- Opening Delimiter -

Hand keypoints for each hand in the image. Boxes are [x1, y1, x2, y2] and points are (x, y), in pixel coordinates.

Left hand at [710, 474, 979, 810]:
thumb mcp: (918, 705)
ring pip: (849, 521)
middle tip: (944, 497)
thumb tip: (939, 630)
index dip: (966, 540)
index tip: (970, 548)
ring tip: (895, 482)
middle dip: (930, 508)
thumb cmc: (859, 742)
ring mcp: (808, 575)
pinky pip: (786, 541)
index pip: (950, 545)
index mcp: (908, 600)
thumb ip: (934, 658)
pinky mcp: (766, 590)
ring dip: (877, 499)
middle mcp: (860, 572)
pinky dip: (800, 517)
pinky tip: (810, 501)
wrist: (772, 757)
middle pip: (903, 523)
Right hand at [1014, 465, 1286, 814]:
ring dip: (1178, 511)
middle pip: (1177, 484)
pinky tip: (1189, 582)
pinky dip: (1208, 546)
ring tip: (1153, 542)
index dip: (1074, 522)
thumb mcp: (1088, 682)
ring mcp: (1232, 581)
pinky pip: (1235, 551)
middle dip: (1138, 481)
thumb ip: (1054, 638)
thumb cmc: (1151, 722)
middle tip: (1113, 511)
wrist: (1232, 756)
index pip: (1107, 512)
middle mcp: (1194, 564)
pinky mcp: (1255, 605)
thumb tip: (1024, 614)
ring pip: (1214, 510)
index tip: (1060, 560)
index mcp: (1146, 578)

- Closing Delimiter -

_Task item:_
Copy all of the data. Keep every word exactly as it is.

_Answer to the problem:_
Hand keypoints for each hand in the image. Boxes are [x1, y1, x2, y2] and points are (x, y), in pixel coordinates.

Left hand at [710, 474, 979, 810]:
thumb mcp: (918, 705)
ring pip: (849, 521)
middle tip: (944, 497)
thumb tip: (939, 630)
index dip: (966, 540)
index tip: (970, 548)
ring tip: (895, 482)
middle dip: (930, 508)
thumb cmc: (859, 742)
ring mcp: (808, 575)
pinky pip: (786, 541)
index pip: (950, 545)
index mcp: (908, 600)
thumb ip: (934, 658)
pinky mcp: (766, 590)
ring dip: (877, 499)
middle mcp: (860, 572)
pinky dip: (800, 517)
pinky tip: (810, 501)
wrist: (772, 757)
middle pip: (903, 523)
Right hand at [1014, 465, 1286, 814]:
ring dip: (1178, 511)
middle pip: (1177, 484)
pinky tip: (1189, 582)
pinky dip: (1208, 546)
ring tip: (1153, 542)
index dip: (1074, 522)
thumb mcp: (1088, 682)
ring mcp: (1232, 581)
pinky pip: (1235, 551)
middle dip: (1138, 481)
thumb ip: (1054, 638)
thumb cmc: (1151, 722)
middle tip: (1113, 511)
wrist: (1232, 756)
index pip: (1107, 512)
middle mcp: (1194, 564)
pinky mcp: (1255, 605)
thumb tip: (1024, 614)
ring pip: (1214, 510)
index tip: (1060, 560)
index mcp: (1146, 578)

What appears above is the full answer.